The senate has resisted such language. Many states have adopted constitutional Defense of Marriage Acts (DOMAs) to prevent courts from overturning traditional social conventions such as male, female marriage. States without DOMAs are especially vulnerable to court ordered legislation legalizing same sex marriage.

The Attorney General position in Connecticut historically devolved from the King’s Attorney in colonial times. The attorney general is historically and constitutionally mandated to provide legal advice and assistance to the governor and other administrative officials. Only recently – first under the administration of former attorney general Joseph Lieberman and now under Blumenthal – has the office overflowed its historic and constitutional banks.

Under instructions from the governor to provide advice that was “unambiguous,” Blumenthal could have found himself between a rock and a hard place, not altogether an uncomfortable spot for a well greased politician.

"If the attorney general in any way equivocates, is unclear or indicates that the bill would allow gay marriage,” Rell had said, “then I will ask the House to pass an amendment specifically prohibiting gay marriage and defining marriage as solely between one man and one woman. Such an amendment will be required in order for me to sign the bill."

The governor here was asking Blumenthal, a possible future candidate for governor on the Democrat ticket, to put his fingerprints on the legislation. At the same time, she had unambiguously pledged to oppose same sex marriage.

Blumenthal, as usual, rose to the occasion. "This bill," he responded, “clearly in no way expands the definition of marriage to same-sex couples. By its express terms as well as its legislative history and intent, the statute would maintain the current definition of marriage, which applies only to opposite-sex couples."

If the civil union bill passes both houses of the legislature and is signed by the governor upon assurance from Blumenthal that nothing in the bill “allows gay marriage” -- which is not exactly what Blumenthal affirmed -- it is likely that proponents of same sex marriage will first try to put before the legislature yet another bill establishing same sex marriages. That bill almost certainly will not pass in the legislature.

The proponents of gay marriage already are seeking redress from courts in Connecticut. The same lawyers who persuaded the Massachusetts Supreme Court that gays had constitutional right to same-sex marriage, are suing Connecticut (Kerrigan v. State of Connecticut) on the grounds that current statutes, regulations and common law rules violate Article First, §§ 8 and 10 of the Connecticut Constitution.

In both Massachusetts and Canada, same sex marriage proponents, frustrated by legislative opposition, successfully sought court decisions to secure their goals. The courts, in their decisions, simply voided thousands of years of statutory law. Statutes are to courts bent on social change what straw is to fire. Courts in Connecticut are likely to follow suit.

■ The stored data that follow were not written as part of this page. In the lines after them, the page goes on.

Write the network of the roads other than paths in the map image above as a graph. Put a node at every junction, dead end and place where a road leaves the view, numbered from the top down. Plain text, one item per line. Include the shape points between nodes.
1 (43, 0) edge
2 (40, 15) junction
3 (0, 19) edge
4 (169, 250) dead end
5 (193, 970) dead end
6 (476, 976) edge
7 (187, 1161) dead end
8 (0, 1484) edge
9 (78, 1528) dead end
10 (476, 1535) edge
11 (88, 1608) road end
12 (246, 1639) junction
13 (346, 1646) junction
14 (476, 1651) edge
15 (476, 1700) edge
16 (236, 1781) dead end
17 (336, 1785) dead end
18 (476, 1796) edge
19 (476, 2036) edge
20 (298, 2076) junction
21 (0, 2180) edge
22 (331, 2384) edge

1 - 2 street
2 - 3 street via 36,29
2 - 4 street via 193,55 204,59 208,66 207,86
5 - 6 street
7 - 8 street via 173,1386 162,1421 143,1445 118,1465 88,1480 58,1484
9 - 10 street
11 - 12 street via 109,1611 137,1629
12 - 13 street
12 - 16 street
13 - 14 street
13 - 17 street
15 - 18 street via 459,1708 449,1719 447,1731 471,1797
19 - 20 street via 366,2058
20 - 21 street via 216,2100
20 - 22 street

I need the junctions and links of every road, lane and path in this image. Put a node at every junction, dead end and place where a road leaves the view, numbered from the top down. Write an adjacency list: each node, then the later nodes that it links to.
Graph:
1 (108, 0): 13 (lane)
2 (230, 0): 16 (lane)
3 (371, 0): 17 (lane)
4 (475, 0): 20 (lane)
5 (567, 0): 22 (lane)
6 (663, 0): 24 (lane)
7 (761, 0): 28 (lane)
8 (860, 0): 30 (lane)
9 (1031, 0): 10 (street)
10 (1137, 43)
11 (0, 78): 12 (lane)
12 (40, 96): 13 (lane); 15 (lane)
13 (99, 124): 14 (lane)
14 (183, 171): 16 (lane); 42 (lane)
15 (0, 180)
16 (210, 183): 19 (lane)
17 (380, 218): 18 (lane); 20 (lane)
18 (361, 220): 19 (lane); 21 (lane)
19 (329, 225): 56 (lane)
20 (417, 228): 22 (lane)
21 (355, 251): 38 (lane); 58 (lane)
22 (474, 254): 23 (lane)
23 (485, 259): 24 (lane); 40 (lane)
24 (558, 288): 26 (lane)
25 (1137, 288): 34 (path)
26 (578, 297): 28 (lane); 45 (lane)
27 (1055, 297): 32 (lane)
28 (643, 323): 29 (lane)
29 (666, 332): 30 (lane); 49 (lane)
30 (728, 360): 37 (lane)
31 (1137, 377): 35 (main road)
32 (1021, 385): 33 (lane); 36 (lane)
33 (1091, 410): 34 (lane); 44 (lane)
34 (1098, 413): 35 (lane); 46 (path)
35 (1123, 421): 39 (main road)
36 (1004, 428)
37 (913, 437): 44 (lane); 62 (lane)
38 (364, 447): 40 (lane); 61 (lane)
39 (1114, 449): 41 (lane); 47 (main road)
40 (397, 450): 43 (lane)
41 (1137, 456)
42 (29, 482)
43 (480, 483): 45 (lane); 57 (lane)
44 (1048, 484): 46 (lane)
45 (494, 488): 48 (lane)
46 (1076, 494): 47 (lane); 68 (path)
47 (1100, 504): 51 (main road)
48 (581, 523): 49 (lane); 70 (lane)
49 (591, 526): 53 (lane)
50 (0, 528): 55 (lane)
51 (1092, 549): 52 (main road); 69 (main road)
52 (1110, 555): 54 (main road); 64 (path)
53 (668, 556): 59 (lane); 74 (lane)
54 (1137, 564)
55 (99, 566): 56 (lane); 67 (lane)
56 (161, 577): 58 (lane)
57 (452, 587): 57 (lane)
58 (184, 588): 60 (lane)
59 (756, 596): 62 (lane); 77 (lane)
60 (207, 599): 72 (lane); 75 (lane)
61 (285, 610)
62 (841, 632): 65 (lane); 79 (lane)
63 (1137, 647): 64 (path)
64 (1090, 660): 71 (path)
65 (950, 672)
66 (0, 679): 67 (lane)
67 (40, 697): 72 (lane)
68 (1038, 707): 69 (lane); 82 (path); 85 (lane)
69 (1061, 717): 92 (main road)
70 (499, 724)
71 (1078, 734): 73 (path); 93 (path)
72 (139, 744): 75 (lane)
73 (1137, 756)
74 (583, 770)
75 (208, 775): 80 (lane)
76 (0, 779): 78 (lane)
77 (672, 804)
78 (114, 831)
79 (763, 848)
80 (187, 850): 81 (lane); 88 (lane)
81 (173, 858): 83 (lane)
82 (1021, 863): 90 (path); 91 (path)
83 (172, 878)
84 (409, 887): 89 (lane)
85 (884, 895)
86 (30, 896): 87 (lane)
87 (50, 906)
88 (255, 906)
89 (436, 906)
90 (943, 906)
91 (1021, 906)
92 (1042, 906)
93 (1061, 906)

It is at this point that civil union legislation and the opinion requested from Blumenthal become relevant.

In future court proceedings in Connecticut, will the passage of a civil union bill be a help or a hindrance for opponents of gay marriage? In the absence of a constitutional provision defining marriage as a contract between a man and a woman, will courts be more or less likely to rule in favor of the proponents of gay marriage?

These questions already have been answered by thirty nine states that have adopted DOMA legislation. Clearly, the legislation is considered a bar to social disruptions caused by questionable court decisions. Though Blumenthal has never been shy in offering opinions, questions such as these may be beyond his purview as attorney general and are not touched upon in his advisory to Rell.

But these questions are pertinent to candidates for governor and legislative offices.

Blumenthal recently gave a wink and a nod to George Jepsen, who stepped down as Democratic state chairman to explore running for attorney general in 2006, a gesture interpreted by some as an indication that Blumenthal may throw his hat into the gubernatorial ring.

If Blumenthal leaves his politically safe redoubt to run as governor, he will have to answer unambiguously many of the questions he has sidestepped in his role as attorney general.